• **Data for processing**:
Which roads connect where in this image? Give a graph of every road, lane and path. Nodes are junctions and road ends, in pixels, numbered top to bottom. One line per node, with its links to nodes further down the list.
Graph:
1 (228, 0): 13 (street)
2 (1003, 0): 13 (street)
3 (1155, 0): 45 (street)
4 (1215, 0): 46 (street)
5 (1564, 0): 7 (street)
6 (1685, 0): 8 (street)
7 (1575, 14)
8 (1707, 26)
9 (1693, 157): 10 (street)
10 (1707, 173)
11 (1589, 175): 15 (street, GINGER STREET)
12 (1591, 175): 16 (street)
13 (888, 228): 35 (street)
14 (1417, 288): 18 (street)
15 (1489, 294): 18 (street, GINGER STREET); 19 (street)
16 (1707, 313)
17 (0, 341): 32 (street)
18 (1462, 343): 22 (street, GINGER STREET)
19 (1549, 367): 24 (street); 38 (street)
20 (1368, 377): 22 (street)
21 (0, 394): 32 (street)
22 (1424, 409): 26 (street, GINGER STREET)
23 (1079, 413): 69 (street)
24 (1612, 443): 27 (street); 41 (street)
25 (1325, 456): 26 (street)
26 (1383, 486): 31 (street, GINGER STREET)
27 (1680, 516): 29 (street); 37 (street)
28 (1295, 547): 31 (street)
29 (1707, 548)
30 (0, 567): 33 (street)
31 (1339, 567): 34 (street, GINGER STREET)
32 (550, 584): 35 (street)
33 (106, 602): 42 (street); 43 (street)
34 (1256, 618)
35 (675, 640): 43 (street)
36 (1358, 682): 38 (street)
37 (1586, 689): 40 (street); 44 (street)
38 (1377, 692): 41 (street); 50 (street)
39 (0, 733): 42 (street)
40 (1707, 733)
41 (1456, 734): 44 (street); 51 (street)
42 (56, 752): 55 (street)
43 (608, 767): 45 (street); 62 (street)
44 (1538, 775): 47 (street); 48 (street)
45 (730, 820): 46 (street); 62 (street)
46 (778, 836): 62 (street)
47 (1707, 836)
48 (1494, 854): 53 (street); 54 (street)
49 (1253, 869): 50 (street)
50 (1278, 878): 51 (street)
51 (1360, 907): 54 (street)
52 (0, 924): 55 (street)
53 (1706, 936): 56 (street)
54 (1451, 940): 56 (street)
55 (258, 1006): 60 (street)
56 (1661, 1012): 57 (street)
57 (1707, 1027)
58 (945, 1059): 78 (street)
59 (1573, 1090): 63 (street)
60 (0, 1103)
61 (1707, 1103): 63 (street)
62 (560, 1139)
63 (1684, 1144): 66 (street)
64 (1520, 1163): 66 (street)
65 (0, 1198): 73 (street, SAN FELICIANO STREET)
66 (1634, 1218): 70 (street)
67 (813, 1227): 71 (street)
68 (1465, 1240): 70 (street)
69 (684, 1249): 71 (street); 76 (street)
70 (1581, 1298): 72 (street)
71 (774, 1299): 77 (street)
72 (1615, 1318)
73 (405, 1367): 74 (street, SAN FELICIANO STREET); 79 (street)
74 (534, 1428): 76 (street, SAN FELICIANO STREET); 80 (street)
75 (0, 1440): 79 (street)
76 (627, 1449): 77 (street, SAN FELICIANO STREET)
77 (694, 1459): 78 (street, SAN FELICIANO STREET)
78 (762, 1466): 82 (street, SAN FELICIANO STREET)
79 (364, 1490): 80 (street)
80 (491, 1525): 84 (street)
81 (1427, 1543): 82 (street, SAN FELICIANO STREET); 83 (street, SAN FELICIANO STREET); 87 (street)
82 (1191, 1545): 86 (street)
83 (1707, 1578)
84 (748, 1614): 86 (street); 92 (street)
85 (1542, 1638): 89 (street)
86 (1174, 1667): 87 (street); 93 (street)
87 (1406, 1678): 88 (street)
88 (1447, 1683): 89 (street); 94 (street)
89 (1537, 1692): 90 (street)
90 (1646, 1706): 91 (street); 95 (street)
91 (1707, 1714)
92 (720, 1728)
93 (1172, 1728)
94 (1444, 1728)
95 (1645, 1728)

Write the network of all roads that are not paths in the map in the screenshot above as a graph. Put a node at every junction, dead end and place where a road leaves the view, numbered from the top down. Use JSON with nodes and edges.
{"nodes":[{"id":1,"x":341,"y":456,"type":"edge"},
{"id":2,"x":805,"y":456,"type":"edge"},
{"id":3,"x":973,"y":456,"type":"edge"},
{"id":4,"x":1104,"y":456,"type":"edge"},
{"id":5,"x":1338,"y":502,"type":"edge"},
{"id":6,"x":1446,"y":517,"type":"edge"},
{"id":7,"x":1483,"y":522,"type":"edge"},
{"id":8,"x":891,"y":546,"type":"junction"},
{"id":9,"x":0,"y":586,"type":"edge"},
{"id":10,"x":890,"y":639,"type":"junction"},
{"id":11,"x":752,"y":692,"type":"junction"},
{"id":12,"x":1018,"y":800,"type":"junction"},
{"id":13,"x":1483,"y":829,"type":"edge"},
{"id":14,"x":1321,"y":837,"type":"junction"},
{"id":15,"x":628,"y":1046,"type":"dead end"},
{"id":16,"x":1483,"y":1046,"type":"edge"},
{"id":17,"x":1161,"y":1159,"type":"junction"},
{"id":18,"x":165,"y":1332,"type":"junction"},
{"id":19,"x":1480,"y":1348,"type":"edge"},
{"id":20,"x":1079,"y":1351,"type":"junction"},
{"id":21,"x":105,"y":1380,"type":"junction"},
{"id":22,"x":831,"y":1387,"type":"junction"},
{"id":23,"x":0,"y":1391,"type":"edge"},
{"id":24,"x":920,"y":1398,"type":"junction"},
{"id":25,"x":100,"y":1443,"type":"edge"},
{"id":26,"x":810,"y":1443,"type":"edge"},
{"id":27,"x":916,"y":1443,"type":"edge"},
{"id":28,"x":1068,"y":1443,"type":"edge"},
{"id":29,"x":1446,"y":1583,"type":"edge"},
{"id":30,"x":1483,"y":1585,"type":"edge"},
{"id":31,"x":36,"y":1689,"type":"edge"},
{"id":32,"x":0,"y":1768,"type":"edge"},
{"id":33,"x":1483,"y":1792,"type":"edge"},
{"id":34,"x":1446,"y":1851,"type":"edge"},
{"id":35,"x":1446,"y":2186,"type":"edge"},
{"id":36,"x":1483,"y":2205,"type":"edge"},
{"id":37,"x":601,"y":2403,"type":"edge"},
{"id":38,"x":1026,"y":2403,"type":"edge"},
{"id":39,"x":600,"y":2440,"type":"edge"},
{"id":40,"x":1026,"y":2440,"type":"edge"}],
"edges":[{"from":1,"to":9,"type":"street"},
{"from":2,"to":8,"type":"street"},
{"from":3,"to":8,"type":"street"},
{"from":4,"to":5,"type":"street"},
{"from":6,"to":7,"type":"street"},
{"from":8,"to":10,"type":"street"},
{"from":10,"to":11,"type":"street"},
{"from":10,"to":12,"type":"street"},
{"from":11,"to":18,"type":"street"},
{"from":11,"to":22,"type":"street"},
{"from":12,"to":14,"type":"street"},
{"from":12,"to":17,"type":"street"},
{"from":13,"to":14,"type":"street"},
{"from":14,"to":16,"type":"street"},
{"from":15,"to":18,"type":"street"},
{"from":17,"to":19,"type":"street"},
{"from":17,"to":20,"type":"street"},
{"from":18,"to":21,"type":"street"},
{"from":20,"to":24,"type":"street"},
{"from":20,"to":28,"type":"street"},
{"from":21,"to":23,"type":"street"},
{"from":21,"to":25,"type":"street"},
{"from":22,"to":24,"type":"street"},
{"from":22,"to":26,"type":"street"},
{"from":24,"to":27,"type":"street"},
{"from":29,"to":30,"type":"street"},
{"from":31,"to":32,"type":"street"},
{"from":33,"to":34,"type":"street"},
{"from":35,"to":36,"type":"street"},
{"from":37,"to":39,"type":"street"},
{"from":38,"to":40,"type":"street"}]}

• **Aim of the task**: The answer is every entry, repeated word for word.

• **Result of this exercise**:
Which roads connect where in this image? Give a graph of every road, lane and path. Nodes are junctions and road ends, in pixels, numbered top to bottom. One line per node, with its links to nodes further down the list.
Graph:
1 (228, 0): 13 (street)
2 (1003, 0): 13 (street)
3 (1155, 0): 45 (street)
4 (1215, 0): 46 (street)
5 (1564, 0): 7 (street)
6 (1685, 0): 8 (street)
7 (1575, 14)
8 (1707, 26)
9 (1693, 157): 10 (street)
10 (1707, 173)
11 (1589, 175): 15 (street, GINGER STREET)
12 (1591, 175): 16 (street)
13 (888, 228): 35 (street)
14 (1417, 288): 18 (street)
15 (1489, 294): 18 (street, GINGER STREET); 19 (street)
16 (1707, 313)
17 (0, 341): 32 (street)
18 (1462, 343): 22 (street, GINGER STREET)
19 (1549, 367): 24 (street); 38 (street)
20 (1368, 377): 22 (street)
21 (0, 394): 32 (street)
22 (1424, 409): 26 (street, GINGER STREET)
23 (1079, 413): 69 (street)
24 (1612, 443): 27 (street); 41 (street)
25 (1325, 456): 26 (street)
26 (1383, 486): 31 (street, GINGER STREET)
27 (1680, 516): 29 (street); 37 (street)
28 (1295, 547): 31 (street)
29 (1707, 548)
30 (0, 567): 33 (street)
31 (1339, 567): 34 (street, GINGER STREET)
32 (550, 584): 35 (street)
33 (106, 602): 42 (street); 43 (street)
34 (1256, 618)
35 (675, 640): 43 (street)
36 (1358, 682): 38 (street)
37 (1586, 689): 40 (street); 44 (street)
38 (1377, 692): 41 (street); 50 (street)
39 (0, 733): 42 (street)
40 (1707, 733)
41 (1456, 734): 44 (street); 51 (street)
42 (56, 752): 55 (street)
43 (608, 767): 45 (street); 62 (street)
44 (1538, 775): 47 (street); 48 (street)
45 (730, 820): 46 (street); 62 (street)
46 (778, 836): 62 (street)
47 (1707, 836)
48 (1494, 854): 53 (street); 54 (street)
49 (1253, 869): 50 (street)
50 (1278, 878): 51 (street)
51 (1360, 907): 54 (street)
52 (0, 924): 55 (street)
53 (1706, 936): 56 (street)
54 (1451, 940): 56 (street)
55 (258, 1006): 60 (street)
56 (1661, 1012): 57 (street)
57 (1707, 1027)
58 (945, 1059): 78 (street)
59 (1573, 1090): 63 (street)
60 (0, 1103)
61 (1707, 1103): 63 (street)
62 (560, 1139)
63 (1684, 1144): 66 (street)
64 (1520, 1163): 66 (street)
65 (0, 1198): 73 (street, SAN FELICIANO STREET)
66 (1634, 1218): 70 (street)
67 (813, 1227): 71 (street)
68 (1465, 1240): 70 (street)
69 (684, 1249): 71 (street); 76 (street)
70 (1581, 1298): 72 (street)
71 (774, 1299): 77 (street)
72 (1615, 1318)
73 (405, 1367): 74 (street, SAN FELICIANO STREET); 79 (street)
74 (534, 1428): 76 (street, SAN FELICIANO STREET); 80 (street)
75 (0, 1440): 79 (street)
76 (627, 1449): 77 (street, SAN FELICIANO STREET)
77 (694, 1459): 78 (street, SAN FELICIANO STREET)
78 (762, 1466): 82 (street, SAN FELICIANO STREET)
79 (364, 1490): 80 (street)
80 (491, 1525): 84 (street)
81 (1427, 1543): 82 (street, SAN FELICIANO STREET); 83 (street, SAN FELICIANO STREET); 87 (street)
82 (1191, 1545): 86 (street)
83 (1707, 1578)
84 (748, 1614): 86 (street); 92 (street)
85 (1542, 1638): 89 (street)
86 (1174, 1667): 87 (street); 93 (street)
87 (1406, 1678): 88 (street)
88 (1447, 1683): 89 (street); 94 (street)
89 (1537, 1692): 90 (street)
90 (1646, 1706): 91 (street); 95 (street)
91 (1707, 1714)
92 (720, 1728)
93 (1172, 1728)
94 (1444, 1728)
95 (1645, 1728)

Write the network of all roads that are not paths in the map in the screenshot above as a graph. Put a node at every junction, dead end and place where a road leaves the view, numbered from the top down. Use JSON with nodes and edges.
{"nodes":[{"id":1,"x":341,"y":456,"type":"edge"},
{"id":2,"x":805,"y":456,"type":"edge"},
{"id":3,"x":973,"y":456,"type":"edge"},
{"id":4,"x":1104,"y":456,"type":"edge"},
{"id":5,"x":1338,"y":502,"type":"edge"},
{"id":6,"x":1446,"y":517,"type":"edge"},
{"id":7,"x":1483,"y":522,"type":"edge"},
{"id":8,"x":891,"y":546,"type":"junction"},
{"id":9,"x":0,"y":586,"type":"edge"},
{"id":10,"x":890,"y":639,"type":"junction"},
{"id":11,"x":752,"y":692,"type":"junction"},
{"id":12,"x":1018,"y":800,"type":"junction"},
{"id":13,"x":1483,"y":829,"type":"edge"},
{"id":14,"x":1321,"y":837,"type":"junction"},
{"id":15,"x":628,"y":1046,"type":"dead end"},
{"id":16,"x":1483,"y":1046,"type":"edge"},
{"id":17,"x":1161,"y":1159,"type":"junction"},
{"id":18,"x":165,"y":1332,"type":"junction"},
{"id":19,"x":1480,"y":1348,"type":"edge"},
{"id":20,"x":1079,"y":1351,"type":"junction"},
{"id":21,"x":105,"y":1380,"type":"junction"},
{"id":22,"x":831,"y":1387,"type":"junction"},
{"id":23,"x":0,"y":1391,"type":"edge"},
{"id":24,"x":920,"y":1398,"type":"junction"},
{"id":25,"x":100,"y":1443,"type":"edge"},
{"id":26,"x":810,"y":1443,"type":"edge"},
{"id":27,"x":916,"y":1443,"type":"edge"},
{"id":28,"x":1068,"y":1443,"type":"edge"},
{"id":29,"x":1446,"y":1583,"type":"edge"},
{"id":30,"x":1483,"y":1585,"type":"edge"},
{"id":31,"x":36,"y":1689,"type":"edge"},
{"id":32,"x":0,"y":1768,"type":"edge"},
{"id":33,"x":1483,"y":1792,"type":"edge"},
{"id":34,"x":1446,"y":1851,"type":"edge"},
{"id":35,"x":1446,"y":2186,"type":"edge"},
{"id":36,"x":1483,"y":2205,"type":"edge"},
{"id":37,"x":601,"y":2403,"type":"edge"},
{"id":38,"x":1026,"y":2403,"type":"edge"},
{"id":39,"x":600,"y":2440,"type":"edge"},
{"id":40,"x":1026,"y":2440,"type":"edge"}],
"edges":[{"from":1,"to":9,"type":"street"},
{"from":2,"to":8,"type":"street"},
{"from":3,"to":8,"type":"street"},
{"from":4,"to":5,"type":"street"},
{"from":6,"to":7,"type":"street"},
{"from":8,"to":10,"type":"street"},
{"from":10,"to":11,"type":"street"},
{"from":10,"to":12,"type":"street"},
{"from":11,"to":18,"type":"street"},
{"from":11,"to":22,"type":"street"},
{"from":12,"to":14,"type":"street"},
{"from":12,"to":17,"type":"street"},
{"from":13,"to":14,"type":"street"},
{"from":14,"to":16,"type":"street"},
{"from":15,"to":18,"type":"street"},
{"from":17,"to":19,"type":"street"},
{"from":17,"to":20,"type":"street"},
{"from":18,"to":21,"type":"street"},
{"from":20,"to":24,"type":"street"},
{"from":20,"to":28,"type":"street"},
{"from":21,"to":23,"type":"street"},
{"from":21,"to":25,"type":"street"},
{"from":22,"to":24,"type":"street"},
{"from":22,"to":26,"type":"street"},
{"from":24,"to":27,"type":"street"},
{"from":29,"to":30,"type":"street"},
{"from":31,"to":32,"type":"street"},
{"from":33,"to":34,"type":"street"},
{"from":35,"to":36,"type":"street"},
{"from":37,"to":39,"type":"street"},
{"from":38,"to":40,"type":"street"}]}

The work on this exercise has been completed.